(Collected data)

+--

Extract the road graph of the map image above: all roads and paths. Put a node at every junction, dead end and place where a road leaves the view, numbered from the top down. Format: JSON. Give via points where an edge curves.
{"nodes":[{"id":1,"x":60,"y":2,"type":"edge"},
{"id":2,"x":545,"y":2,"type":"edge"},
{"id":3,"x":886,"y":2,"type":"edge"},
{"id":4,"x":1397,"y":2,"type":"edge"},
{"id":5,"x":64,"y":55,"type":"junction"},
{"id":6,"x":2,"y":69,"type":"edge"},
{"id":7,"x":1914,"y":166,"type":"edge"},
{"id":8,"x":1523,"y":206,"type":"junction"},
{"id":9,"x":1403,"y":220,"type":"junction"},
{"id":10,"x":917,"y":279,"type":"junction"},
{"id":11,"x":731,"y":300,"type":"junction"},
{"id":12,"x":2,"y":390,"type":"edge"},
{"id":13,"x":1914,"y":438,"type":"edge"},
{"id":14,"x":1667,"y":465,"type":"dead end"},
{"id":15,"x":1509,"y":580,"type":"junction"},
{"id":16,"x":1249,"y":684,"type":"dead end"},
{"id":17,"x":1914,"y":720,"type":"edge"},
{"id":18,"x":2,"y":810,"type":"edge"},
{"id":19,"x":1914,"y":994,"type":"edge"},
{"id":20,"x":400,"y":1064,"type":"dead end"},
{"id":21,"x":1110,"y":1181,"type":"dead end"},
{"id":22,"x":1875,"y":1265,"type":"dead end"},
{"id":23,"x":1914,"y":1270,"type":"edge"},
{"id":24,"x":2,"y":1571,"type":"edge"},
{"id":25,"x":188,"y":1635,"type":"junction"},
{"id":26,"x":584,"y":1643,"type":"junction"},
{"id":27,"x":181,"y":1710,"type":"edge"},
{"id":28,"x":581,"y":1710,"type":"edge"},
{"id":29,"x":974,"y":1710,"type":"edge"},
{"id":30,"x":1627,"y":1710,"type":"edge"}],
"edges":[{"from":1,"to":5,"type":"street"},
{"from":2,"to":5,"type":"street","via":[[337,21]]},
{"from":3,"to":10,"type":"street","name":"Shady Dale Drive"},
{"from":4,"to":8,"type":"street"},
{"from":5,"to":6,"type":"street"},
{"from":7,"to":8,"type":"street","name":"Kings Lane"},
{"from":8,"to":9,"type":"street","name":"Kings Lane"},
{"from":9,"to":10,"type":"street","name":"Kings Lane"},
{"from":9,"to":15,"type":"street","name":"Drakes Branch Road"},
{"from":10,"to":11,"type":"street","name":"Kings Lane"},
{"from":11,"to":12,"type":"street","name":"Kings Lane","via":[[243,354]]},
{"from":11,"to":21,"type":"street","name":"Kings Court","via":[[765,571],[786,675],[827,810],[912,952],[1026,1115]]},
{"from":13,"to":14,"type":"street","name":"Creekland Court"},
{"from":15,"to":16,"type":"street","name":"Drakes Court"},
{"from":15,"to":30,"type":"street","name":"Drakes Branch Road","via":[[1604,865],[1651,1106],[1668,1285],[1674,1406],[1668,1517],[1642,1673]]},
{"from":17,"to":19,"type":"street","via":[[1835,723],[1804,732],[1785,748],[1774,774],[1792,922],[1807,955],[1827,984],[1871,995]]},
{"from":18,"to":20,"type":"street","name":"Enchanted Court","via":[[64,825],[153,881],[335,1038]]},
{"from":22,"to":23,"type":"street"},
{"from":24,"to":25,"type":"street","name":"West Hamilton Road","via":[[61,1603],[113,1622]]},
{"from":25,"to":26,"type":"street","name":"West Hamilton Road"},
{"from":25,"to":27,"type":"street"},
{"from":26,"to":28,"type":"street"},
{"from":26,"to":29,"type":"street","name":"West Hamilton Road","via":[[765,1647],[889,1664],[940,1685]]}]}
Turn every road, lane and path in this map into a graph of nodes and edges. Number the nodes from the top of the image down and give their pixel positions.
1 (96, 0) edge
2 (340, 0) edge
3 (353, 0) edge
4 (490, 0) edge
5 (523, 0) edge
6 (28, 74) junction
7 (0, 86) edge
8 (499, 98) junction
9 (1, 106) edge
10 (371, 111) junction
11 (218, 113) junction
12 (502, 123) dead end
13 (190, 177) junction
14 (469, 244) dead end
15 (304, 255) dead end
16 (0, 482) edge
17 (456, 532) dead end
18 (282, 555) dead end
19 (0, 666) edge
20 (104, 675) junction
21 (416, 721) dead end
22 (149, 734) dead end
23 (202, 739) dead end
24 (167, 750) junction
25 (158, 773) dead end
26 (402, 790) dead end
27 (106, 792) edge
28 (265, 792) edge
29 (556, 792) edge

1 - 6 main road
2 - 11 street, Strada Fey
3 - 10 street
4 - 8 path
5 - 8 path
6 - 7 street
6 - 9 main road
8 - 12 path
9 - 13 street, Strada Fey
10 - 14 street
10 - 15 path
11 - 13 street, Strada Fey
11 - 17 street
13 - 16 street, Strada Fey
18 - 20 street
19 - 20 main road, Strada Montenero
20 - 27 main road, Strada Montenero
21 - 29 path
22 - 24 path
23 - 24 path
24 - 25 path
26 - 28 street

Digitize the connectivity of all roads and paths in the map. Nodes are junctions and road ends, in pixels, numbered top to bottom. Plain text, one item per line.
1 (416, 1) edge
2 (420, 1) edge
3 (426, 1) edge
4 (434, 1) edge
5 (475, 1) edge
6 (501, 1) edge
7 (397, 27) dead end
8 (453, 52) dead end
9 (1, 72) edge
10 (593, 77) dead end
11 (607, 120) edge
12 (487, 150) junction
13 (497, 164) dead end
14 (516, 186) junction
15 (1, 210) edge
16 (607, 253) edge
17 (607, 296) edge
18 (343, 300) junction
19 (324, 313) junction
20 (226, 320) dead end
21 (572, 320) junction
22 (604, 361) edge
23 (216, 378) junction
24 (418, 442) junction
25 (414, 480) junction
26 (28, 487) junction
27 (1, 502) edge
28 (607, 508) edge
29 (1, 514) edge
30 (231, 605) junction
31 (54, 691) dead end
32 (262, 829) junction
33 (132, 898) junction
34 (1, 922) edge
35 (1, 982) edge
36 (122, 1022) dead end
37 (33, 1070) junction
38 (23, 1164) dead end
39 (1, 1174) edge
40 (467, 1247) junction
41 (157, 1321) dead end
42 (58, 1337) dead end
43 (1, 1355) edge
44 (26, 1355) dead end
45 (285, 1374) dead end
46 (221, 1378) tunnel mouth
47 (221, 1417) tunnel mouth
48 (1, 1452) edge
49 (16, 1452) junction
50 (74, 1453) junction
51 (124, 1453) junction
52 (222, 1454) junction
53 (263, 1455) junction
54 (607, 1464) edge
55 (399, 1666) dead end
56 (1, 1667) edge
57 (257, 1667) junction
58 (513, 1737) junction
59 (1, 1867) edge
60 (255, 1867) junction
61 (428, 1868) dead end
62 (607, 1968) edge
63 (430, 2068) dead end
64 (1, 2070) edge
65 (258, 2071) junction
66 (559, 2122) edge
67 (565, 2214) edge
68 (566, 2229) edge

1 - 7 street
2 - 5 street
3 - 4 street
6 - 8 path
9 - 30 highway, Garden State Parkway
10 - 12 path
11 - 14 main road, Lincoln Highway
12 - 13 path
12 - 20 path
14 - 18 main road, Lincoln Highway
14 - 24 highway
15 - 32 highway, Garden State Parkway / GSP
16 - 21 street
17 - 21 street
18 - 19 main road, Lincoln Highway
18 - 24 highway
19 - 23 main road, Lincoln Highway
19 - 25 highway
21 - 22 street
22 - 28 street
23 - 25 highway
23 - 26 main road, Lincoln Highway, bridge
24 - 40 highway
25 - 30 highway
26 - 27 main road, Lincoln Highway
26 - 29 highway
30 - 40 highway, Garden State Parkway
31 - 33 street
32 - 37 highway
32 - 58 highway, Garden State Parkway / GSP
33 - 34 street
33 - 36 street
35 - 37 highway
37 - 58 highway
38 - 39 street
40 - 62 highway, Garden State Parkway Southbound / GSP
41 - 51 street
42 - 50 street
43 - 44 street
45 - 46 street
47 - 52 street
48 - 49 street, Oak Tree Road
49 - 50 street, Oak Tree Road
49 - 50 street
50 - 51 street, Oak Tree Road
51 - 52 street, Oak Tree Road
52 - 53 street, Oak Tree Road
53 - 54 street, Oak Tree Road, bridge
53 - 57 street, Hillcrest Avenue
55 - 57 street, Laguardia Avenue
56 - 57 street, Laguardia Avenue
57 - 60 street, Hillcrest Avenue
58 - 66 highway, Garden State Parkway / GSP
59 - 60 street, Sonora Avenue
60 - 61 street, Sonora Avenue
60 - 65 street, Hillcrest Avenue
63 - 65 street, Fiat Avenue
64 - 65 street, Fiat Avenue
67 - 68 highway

+--

**What the exercise asks**
Respond with one number only: how many lines of the data contain "edges".

**Reply to the exercise**
2